Há momentos no amor platônico do corretor de imóveis e escritor de peças de teatro para rádio, Simon, que é muitas vezes manifestado pelas canções que o próprio dubla. Ele sempre se afasta e observa a “mocinha às avessas”, Camille, com olhar apaixonado. A partir desta ação, Resnais cria a convenção para o espectador de que toda as vezes que tal situação ocorre, o personagem Simon, interpretado por André Dussollier, irá declarar silenciosamente o seu amor, ao cantar uma música com ar de melancolia e paixão, sem que a guia turística Camille desconfie, afinal ela é namorada de Marc, o chefe do “enamorado”. Desta forma, Resnais não permite nunca que a forma de contar a história torne-se trivial, por mais que a fábula caminhe para esse lugar.
Já a personagem Odile, a empresária, não omite sentimentos, ao contrário do personagem Simon. Tudo o que pensa é explicitamente dividido em diálogos textuais e musicais. Dentre as várias músicas que a atriz dubla, a mais marcante é “Resista, prove que você existe”. Ela pronuncia mais de uma vez durante o filme este pequeno jargão melódico. Em uma das situações, a empresária aconselha o personagem de Jean-Pierre Bacri, Nicolas, a não se render ao fato de ser apenas um motorista e não ter dinheiro para trazer sua mulher e os filhos a Paris. Neste momento, a personagem de Sabine Azéma faz um gesto de luta, erguendo o braço ao cantar a música e evidencia novamente a estética distanciada e teatral proposta por Resnais.

Haverá circunstâncias em que a mesma música será cantada por dois personagens, em momentos diferentes, estabelecendo uma relação entre eles, como é o caso de Nicolas e a sua esposa, Jane, interpretada por Jane Birkin. Ela aparece em curto trecho da trama. Marido e mulher se encontram em uma estação de ônibus e ela diz em uma canção o quanto o ama, mas que terá de partir pela indecisão dele em relação à família. Em outra cena, em que Nicolas está acompanhado pelo corretor de imóveis Simon, e dá conselhos ao mesmo sobre Camille, os dois dublam a mesma música de Jane, esposa do motorista. A gravação, tanto para os dois colegas como para a esposa, é a original cantada por uma voz feminina, recurso que traz grande estranhamento ao espectador. A personagem de Sabine Azéma terá momentos em que dubla vozes masculinas e a estranheza se repete.

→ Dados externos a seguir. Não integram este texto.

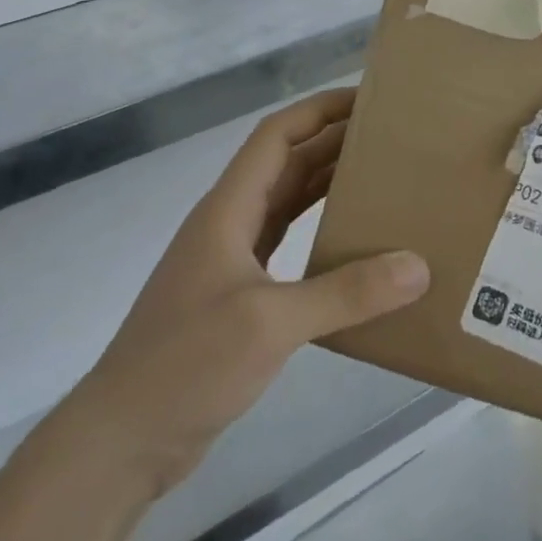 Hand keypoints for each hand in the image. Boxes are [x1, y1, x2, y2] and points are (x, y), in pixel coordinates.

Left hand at [78, 89, 428, 496]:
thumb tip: (418, 266)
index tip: (367, 100)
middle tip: (391, 139)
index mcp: (229, 208)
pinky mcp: (240, 296)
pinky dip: (321, 234)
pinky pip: (288, 245)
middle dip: (334, 144)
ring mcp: (232, 261)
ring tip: (383, 180)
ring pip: (287, 204)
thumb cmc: (188, 364)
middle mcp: (230, 223)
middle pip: (287, 164)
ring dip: (329, 186)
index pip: (277, 135)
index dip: (319, 110)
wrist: (123, 440)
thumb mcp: (271, 323)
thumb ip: (346, 293)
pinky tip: (354, 245)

Concluindo, é impossível dissociar forma e conteúdo na obra de Resnais. Todas as experimentações estéticas do diretor trazem uma crítica de caráter social e/ou político. O cineasta francês dialoga com as questões de seu tempo. Sua obra não se interessa por conflitos particularizados de heróis da poética, pelos quais o espectador torcerá e se identificará. Mesmo ao contar uma história de amor, nela estarão evidenciadas as relações de poder, o ser humano ligado à história: homens comuns, representantes de um coletivo.

Os personagens de Resnais não passam por grandes obstáculos, a partir de um roteiro bem costurado, que irá levar à manipulação e ao envolvimento da platéia. O que o cineasta pretende é provocar uma aproximação do público, por causas coletivas, a partir da sensação de estranhamento, e assim realizar uma transformação social do homem e do mundo que o cerca, assim como almejava o poeta e teatrólogo alemão Bertolt Brecht em seu fazer teatral.

Sendo o cinema uma ferramenta mais acessível e considerado um dos meios de diversão mais baratos, é de suma relevância hoje revisitarmos portanto, a obra de Resnais e de tantos outros que cultivam esta idéia da arte como instrumento capaz de transformar o ser humano.